** DATA FOR THIS TASK follows **
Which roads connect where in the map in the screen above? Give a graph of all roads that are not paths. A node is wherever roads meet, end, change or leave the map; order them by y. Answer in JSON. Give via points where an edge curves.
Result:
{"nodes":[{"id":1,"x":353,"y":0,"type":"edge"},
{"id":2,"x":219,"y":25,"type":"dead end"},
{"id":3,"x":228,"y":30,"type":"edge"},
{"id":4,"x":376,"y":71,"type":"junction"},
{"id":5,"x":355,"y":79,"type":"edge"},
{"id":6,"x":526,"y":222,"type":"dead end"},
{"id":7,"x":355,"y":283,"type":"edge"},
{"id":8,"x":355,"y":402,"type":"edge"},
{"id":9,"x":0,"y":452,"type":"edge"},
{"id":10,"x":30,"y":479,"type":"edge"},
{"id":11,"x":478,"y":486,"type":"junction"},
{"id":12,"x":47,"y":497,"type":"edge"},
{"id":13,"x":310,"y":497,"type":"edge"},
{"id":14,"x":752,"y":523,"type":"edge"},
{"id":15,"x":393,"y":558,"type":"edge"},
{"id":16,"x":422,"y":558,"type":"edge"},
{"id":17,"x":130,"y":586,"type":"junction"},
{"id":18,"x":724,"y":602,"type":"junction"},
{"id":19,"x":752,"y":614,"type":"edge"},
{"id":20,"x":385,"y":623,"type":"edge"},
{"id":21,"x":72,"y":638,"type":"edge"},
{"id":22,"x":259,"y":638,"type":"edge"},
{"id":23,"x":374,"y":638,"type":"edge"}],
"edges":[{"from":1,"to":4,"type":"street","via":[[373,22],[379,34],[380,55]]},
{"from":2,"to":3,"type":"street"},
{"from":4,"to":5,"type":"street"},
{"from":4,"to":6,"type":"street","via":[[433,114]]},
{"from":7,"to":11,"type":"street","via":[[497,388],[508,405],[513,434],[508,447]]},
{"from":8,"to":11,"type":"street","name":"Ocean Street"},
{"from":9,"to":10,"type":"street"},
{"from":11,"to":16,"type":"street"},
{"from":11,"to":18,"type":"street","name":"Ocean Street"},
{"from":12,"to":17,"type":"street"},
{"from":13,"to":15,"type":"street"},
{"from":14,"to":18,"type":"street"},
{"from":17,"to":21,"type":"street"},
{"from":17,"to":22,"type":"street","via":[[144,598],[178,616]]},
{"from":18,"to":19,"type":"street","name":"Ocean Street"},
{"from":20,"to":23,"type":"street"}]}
** End of DATA FOR THIS TASK **
**TASK BRIEF**. What lines above contain the word "junction"? Please copy each one.

**WRITTEN ANSWER**.
{"id":4,"x":376,"y":71,"type":"junction"},
{"id":11,"x":478,"y":486,"type":"junction"},
{"id":17,"x":130,"y":586,"type":"junction"},
{"id":18,"x":724,"y":602,"type":"junction"},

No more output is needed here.